Dianne Reeves was with her trio featuring Peter Martin, piano; Reginald Veal, bass and Greg Hutchinson, drums. She has performed worldwide with everyone from Wynton Marsalis to Sir Simon Rattle. Her voice is so dramatically compelling that it truly leaves listeners breathless if not the singer.

Chris' Jazz Cafe was celebrating its newly renovated, dramatically expanded facilities with the appearance of some of the finest jazz musicians in Philadelphia launching a new CD, Philly Gumbo vol. 2.

The club seating capacity was increased by 30 per cent with a new sound system and stage set up better spotlighting the bands than in their prior "in the corner location. The CD band at the club led by John Swana, trumpet, has Bootsie Barnes and Larry McKenna, tenor sax; Sid Simmons, piano; Mike Boone, bass and Byron Landham, drums. All these musicians are top flight.

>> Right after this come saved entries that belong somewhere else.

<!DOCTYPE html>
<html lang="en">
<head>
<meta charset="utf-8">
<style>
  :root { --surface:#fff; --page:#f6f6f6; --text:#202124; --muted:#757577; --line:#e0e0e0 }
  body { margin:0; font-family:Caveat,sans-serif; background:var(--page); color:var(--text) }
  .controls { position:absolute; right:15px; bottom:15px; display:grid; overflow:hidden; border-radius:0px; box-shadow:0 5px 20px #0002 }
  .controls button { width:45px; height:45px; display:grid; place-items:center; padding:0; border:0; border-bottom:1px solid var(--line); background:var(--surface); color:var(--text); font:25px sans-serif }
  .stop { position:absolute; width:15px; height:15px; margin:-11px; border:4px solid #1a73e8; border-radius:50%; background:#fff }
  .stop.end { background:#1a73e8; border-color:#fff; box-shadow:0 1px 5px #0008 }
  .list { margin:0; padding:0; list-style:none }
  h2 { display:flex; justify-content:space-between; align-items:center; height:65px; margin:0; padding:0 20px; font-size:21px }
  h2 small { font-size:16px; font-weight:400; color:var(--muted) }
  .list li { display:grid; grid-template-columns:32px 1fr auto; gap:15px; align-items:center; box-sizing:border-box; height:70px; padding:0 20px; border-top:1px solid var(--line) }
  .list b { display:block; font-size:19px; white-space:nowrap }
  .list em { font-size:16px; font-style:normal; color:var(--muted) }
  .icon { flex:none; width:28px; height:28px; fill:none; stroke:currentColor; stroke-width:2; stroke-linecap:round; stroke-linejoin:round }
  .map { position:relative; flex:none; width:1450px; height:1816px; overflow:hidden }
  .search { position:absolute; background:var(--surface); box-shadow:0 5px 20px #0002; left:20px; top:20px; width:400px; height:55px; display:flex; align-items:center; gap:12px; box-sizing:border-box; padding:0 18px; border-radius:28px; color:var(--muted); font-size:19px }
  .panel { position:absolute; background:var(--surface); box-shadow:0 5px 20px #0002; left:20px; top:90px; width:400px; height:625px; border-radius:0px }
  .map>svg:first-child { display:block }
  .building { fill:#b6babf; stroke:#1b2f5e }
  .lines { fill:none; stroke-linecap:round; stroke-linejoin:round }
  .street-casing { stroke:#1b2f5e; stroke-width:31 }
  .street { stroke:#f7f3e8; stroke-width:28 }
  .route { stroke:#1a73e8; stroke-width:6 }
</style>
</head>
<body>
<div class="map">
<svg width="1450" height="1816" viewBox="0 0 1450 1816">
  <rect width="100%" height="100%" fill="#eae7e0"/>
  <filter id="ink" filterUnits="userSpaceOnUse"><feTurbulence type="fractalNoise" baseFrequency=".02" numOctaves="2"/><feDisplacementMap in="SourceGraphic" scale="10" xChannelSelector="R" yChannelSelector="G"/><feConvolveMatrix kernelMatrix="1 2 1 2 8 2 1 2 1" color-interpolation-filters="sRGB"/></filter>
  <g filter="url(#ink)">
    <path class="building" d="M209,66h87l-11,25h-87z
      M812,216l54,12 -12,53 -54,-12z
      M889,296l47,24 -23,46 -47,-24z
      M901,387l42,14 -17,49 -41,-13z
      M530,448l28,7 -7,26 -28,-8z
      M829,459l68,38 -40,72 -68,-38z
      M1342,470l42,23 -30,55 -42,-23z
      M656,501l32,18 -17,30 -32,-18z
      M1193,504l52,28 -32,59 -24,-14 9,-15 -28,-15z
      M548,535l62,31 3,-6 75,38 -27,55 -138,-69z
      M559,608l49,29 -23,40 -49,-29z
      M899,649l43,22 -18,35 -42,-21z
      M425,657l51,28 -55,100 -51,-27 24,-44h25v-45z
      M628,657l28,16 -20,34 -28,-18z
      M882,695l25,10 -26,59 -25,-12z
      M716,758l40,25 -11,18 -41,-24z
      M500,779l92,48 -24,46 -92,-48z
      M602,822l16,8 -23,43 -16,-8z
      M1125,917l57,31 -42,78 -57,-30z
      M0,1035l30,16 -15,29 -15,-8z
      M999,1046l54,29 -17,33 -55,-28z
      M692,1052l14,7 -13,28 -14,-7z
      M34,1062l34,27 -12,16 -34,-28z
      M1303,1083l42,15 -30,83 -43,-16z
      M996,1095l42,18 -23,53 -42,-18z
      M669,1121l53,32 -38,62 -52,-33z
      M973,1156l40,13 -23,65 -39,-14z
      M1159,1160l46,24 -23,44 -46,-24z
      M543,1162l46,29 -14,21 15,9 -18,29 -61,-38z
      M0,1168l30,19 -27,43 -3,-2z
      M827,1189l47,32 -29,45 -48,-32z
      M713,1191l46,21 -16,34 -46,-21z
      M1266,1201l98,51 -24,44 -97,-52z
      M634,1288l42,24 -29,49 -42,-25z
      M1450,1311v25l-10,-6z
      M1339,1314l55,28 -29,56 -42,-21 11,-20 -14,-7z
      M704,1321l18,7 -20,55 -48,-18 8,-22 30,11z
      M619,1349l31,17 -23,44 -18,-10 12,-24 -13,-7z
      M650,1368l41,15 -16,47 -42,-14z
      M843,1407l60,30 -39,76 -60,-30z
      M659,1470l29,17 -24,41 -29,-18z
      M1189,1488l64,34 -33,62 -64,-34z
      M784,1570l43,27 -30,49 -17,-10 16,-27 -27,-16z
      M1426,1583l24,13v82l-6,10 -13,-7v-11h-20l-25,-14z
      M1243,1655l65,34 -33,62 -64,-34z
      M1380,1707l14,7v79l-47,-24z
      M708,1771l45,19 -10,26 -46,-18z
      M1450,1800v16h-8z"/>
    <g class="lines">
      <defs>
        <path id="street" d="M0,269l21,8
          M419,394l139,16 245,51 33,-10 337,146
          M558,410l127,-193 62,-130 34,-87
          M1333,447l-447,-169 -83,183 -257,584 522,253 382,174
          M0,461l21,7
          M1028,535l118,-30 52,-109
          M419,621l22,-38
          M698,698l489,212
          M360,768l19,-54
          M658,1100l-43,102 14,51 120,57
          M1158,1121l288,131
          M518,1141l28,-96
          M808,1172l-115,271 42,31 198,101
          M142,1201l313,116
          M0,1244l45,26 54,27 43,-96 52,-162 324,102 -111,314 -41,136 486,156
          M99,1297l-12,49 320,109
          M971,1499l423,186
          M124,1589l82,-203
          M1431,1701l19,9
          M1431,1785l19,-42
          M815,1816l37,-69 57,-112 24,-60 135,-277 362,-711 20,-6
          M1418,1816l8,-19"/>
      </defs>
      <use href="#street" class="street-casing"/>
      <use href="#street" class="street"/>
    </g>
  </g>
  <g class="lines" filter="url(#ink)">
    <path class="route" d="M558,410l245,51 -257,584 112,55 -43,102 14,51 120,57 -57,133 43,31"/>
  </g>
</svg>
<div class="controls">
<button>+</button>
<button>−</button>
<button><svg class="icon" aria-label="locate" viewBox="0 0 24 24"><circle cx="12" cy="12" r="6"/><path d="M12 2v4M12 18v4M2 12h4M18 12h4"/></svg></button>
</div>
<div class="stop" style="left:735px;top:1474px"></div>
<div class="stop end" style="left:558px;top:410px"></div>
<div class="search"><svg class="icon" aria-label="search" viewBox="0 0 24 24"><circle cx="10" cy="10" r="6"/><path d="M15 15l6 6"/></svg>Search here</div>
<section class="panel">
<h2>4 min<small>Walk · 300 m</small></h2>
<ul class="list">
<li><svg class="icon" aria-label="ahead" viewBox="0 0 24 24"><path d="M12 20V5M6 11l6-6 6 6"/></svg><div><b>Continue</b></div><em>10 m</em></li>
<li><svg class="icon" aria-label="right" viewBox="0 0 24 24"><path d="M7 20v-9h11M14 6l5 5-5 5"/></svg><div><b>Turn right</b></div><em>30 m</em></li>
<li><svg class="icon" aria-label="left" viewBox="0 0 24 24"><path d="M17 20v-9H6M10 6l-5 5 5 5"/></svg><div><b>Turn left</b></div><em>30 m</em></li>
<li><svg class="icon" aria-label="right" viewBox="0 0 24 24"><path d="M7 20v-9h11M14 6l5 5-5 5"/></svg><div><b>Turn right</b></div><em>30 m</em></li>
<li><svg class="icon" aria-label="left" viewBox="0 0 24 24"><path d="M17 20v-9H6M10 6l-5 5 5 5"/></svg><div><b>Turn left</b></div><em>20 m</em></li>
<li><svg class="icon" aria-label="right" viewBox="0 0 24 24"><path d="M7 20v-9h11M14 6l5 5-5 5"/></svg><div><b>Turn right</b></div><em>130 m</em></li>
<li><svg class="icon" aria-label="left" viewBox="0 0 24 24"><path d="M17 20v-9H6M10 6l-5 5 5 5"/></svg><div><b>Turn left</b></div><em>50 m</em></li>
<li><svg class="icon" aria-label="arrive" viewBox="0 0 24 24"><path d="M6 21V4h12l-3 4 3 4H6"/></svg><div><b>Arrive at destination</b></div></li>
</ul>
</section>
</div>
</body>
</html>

The CD, with numbers by the musicians, is the first, inexplicably, to feature McKenna and Barnes, long-time favorites at various gigs where their exchanges recall the glory days of Jazz at The Philharmonic. Bootsie has a powerhouse horn that recalls Coleman Hawkins and McKenna has the grace and drive of Lester Young. All these men have been stars here and nationally, but they prefer to make Philadelphia home base. The CD numbers are excitingly original. Their show at Chris' was just as exciting, although Saturday night the drummer was working another gig. Swana, Bootsie, McKenna, Simmons and Boone are not merely some of the finest Philly jazz stars. They can hold their own against anyone, anywhere at any time.